[Stored data entries]

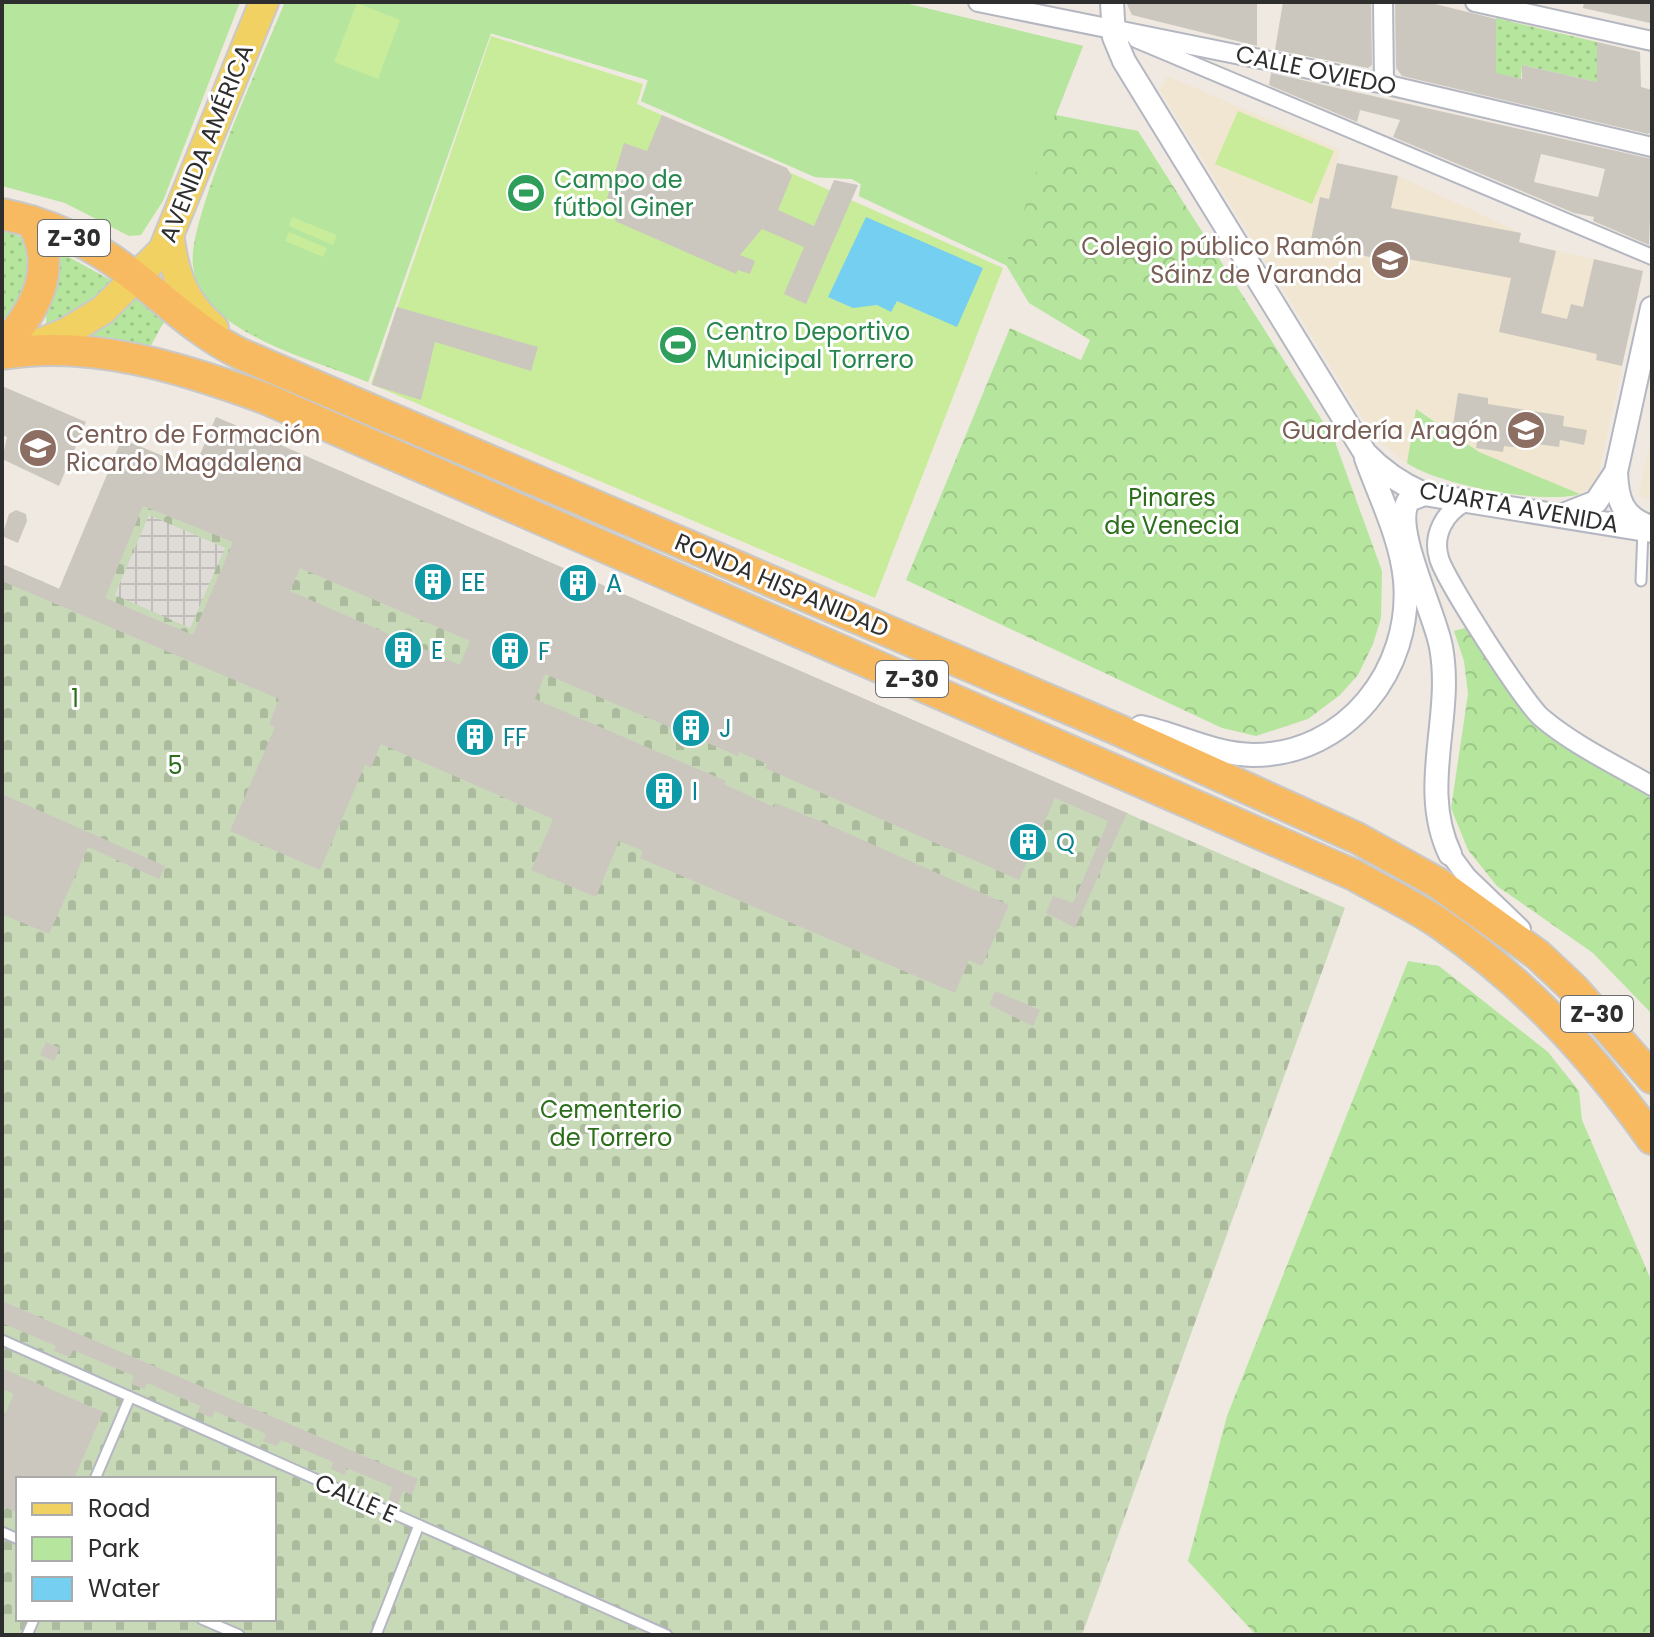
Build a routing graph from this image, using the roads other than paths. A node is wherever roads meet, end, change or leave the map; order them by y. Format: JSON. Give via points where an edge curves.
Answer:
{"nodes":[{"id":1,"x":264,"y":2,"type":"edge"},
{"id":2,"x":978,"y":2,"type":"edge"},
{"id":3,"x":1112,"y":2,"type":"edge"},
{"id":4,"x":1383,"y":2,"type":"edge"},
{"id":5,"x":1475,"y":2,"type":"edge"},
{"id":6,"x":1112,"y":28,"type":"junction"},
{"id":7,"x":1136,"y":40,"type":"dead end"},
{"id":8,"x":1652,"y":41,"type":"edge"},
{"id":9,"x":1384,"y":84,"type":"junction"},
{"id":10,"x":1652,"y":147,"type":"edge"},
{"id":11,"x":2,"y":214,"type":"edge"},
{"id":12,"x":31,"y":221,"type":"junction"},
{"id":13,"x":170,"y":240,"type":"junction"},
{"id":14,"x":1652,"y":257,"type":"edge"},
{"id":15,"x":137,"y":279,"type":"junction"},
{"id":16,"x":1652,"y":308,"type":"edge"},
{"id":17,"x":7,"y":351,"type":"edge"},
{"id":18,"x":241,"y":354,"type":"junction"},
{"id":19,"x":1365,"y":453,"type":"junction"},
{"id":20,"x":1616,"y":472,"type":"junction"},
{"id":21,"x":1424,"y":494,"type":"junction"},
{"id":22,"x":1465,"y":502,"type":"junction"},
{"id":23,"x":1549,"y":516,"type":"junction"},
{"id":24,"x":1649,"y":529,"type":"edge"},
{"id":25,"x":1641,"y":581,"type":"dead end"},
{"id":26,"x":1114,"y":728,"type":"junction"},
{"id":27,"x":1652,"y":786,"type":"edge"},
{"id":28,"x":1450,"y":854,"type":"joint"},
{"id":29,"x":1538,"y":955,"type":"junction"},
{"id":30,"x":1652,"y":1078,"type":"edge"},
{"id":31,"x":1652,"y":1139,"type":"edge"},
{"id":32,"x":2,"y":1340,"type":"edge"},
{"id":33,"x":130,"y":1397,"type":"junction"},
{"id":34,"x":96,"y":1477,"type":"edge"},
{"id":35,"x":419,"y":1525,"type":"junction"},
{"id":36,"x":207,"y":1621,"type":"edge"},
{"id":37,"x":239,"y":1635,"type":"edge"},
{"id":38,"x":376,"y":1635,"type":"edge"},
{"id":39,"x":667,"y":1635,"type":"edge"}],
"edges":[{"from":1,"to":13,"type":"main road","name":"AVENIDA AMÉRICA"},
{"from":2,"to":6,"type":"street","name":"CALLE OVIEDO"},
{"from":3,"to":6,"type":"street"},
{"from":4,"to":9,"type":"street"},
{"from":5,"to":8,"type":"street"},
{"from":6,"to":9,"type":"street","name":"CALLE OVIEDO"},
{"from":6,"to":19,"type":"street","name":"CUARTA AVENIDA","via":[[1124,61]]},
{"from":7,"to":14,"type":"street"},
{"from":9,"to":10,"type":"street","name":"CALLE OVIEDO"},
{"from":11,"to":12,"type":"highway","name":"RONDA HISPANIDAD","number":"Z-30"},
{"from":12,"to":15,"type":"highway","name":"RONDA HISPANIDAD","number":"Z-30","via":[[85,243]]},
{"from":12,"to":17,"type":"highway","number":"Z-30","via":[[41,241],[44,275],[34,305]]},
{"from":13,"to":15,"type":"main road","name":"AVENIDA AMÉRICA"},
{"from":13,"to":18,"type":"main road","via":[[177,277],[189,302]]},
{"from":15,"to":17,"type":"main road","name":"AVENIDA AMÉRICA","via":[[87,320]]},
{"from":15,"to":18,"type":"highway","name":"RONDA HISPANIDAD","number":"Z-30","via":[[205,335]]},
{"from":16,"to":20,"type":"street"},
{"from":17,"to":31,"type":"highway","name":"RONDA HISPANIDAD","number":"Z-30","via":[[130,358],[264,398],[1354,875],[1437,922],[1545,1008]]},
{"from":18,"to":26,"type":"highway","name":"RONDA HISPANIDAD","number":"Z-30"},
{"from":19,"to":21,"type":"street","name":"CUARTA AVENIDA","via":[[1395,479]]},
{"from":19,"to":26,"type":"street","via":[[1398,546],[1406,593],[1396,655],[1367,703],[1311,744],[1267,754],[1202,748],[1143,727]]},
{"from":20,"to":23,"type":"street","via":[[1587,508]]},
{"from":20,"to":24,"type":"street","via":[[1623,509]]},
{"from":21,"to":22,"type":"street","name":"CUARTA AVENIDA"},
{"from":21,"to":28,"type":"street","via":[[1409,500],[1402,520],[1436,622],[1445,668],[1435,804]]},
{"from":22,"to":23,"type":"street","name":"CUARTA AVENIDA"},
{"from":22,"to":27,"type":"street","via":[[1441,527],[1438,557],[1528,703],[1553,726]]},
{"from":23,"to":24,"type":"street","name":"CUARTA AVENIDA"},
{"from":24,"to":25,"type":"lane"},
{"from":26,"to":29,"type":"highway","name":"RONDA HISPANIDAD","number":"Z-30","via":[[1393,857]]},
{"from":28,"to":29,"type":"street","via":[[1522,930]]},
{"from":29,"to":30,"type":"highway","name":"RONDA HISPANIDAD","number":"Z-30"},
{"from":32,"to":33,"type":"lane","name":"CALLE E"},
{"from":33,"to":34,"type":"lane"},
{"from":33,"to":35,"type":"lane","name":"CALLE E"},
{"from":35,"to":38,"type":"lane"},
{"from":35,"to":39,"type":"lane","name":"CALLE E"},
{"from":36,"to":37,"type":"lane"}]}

Task requirements → Because pictures are not wanted, give every entry above again exactly without them.

Answer box →
Build a routing graph from this image, using the roads other than paths. A node is wherever roads meet, end, change or leave the map; order them by y. Format: JSON. Give via points where an edge curves.
Answer:
{"nodes":[{"id":1,"x":264,"y":2,"type":"edge"},
{"id":2,"x":978,"y":2,"type":"edge"},
{"id":3,"x":1112,"y":2,"type":"edge"},
{"id":4,"x":1383,"y":2,"type":"edge"},
{"id":5,"x":1475,"y":2,"type":"edge"},
{"id":6,"x":1112,"y":28,"type":"junction"},
{"id":7,"x":1136,"y":40,"type":"dead end"},
{"id":8,"x":1652,"y":41,"type":"edge"},
{"id":9,"x":1384,"y":84,"type":"junction"},
{"id":10,"x":1652,"y":147,"type":"edge"},
{"id":11,"x":2,"y":214,"type":"edge"},
{"id":12,"x":31,"y":221,"type":"junction"},
{"id":13,"x":170,"y":240,"type":"junction"},
{"id":14,"x":1652,"y":257,"type":"edge"},
{"id":15,"x":137,"y":279,"type":"junction"},
{"id":16,"x":1652,"y":308,"type":"edge"},
{"id":17,"x":7,"y":351,"type":"edge"},
{"id":18,"x":241,"y":354,"type":"junction"},
{"id":19,"x":1365,"y":453,"type":"junction"},
{"id":20,"x":1616,"y":472,"type":"junction"},
{"id":21,"x":1424,"y":494,"type":"junction"},
{"id":22,"x":1465,"y":502,"type":"junction"},
{"id":23,"x":1549,"y":516,"type":"junction"},
{"id":24,"x":1649,"y":529,"type":"edge"},
{"id":25,"x":1641,"y":581,"type":"dead end"},
{"id":26,"x":1114,"y":728,"type":"junction"},
{"id":27,"x":1652,"y":786,"type":"edge"},
{"id":28,"x":1450,"y":854,"type":"joint"},
{"id":29,"x":1538,"y":955,"type":"junction"},
{"id":30,"x":1652,"y":1078,"type":"edge"},
{"id":31,"x":1652,"y":1139,"type":"edge"},
{"id":32,"x":2,"y":1340,"type":"edge"},
{"id":33,"x":130,"y":1397,"type":"junction"},
{"id":34,"x":96,"y":1477,"type":"edge"},
{"id":35,"x":419,"y":1525,"type":"junction"},
{"id":36,"x":207,"y":1621,"type":"edge"},
{"id":37,"x":239,"y":1635,"type":"edge"},
{"id":38,"x":376,"y":1635,"type":"edge"},
{"id":39,"x":667,"y":1635,"type":"edge"}],
"edges":[{"from":1,"to":13,"type":"main road","name":"AVENIDA AMÉRICA"},
{"from":2,"to":6,"type":"street","name":"CALLE OVIEDO"},
{"from":3,"to":6,"type":"street"},
{"from":4,"to":9,"type":"street"},
{"from":5,"to":8,"type":"street"},
{"from":6,"to":9,"type":"street","name":"CALLE OVIEDO"},
{"from":6,"to":19,"type":"street","name":"CUARTA AVENIDA","via":[[1124,61]]},
{"from":7,"to":14,"type":"street"},
{"from":9,"to":10,"type":"street","name":"CALLE OVIEDO"},
{"from":11,"to":12,"type":"highway","name":"RONDA HISPANIDAD","number":"Z-30"},
{"from":12,"to":15,"type":"highway","name":"RONDA HISPANIDAD","number":"Z-30","via":[[85,243]]},
{"from":12,"to":17,"type":"highway","number":"Z-30","via":[[41,241],[44,275],[34,305]]},
{"from":13,"to":15,"type":"main road","name":"AVENIDA AMÉRICA"},
{"from":13,"to":18,"type":"main road","via":[[177,277],[189,302]]},
{"from":15,"to":17,"type":"main road","name":"AVENIDA AMÉRICA","via":[[87,320]]},
{"from":15,"to":18,"type":"highway","name":"RONDA HISPANIDAD","number":"Z-30","via":[[205,335]]},
{"from":16,"to":20,"type":"street"},
{"from":17,"to":31,"type":"highway","name":"RONDA HISPANIDAD","number":"Z-30","via":[[130,358],[264,398],[1354,875],[1437,922],[1545,1008]]},
{"from":18,"to":26,"type":"highway","name":"RONDA HISPANIDAD","number":"Z-30"},
{"from":19,"to":21,"type":"street","name":"CUARTA AVENIDA","via":[[1395,479]]},
{"from":19,"to":26,"type":"street","via":[[1398,546],[1406,593],[1396,655],[1367,703],[1311,744],[1267,754],[1202,748],[1143,727]]},
{"from":20,"to":23,"type":"street","via":[[1587,508]]},
{"from":20,"to":24,"type":"street","via":[[1623,509]]},
{"from":21,"to":22,"type":"street","name":"CUARTA AVENIDA"},
{"from":21,"to":28,"type":"street","via":[[1409,500],[1402,520],[1436,622],[1445,668],[1435,804]]},
{"from":22,"to":23,"type":"street","name":"CUARTA AVENIDA"},
{"from":22,"to":27,"type":"street","via":[[1441,527],[1438,557],[1528,703],[1553,726]]},
{"from":23,"to":24,"type":"street","name":"CUARTA AVENIDA"},
{"from":24,"to":25,"type":"lane"},
{"from":26,"to":29,"type":"highway","name":"RONDA HISPANIDAD","number":"Z-30","via":[[1393,857]]},
{"from":28,"to":29,"type":"street","via":[[1522,930]]},
{"from":29,"to":30,"type":"highway","name":"RONDA HISPANIDAD","number":"Z-30"},
{"from":32,"to":33,"type":"lane","name":"CALLE E"},
{"from":33,"to":34,"type":"lane"},
{"from":33,"to":35,"type":"lane","name":"CALLE E"},
{"from":35,"to":38,"type":"lane"},
{"from":35,"to":39,"type":"lane","name":"CALLE E"},
{"from":36,"to":37,"type":"lane"}]}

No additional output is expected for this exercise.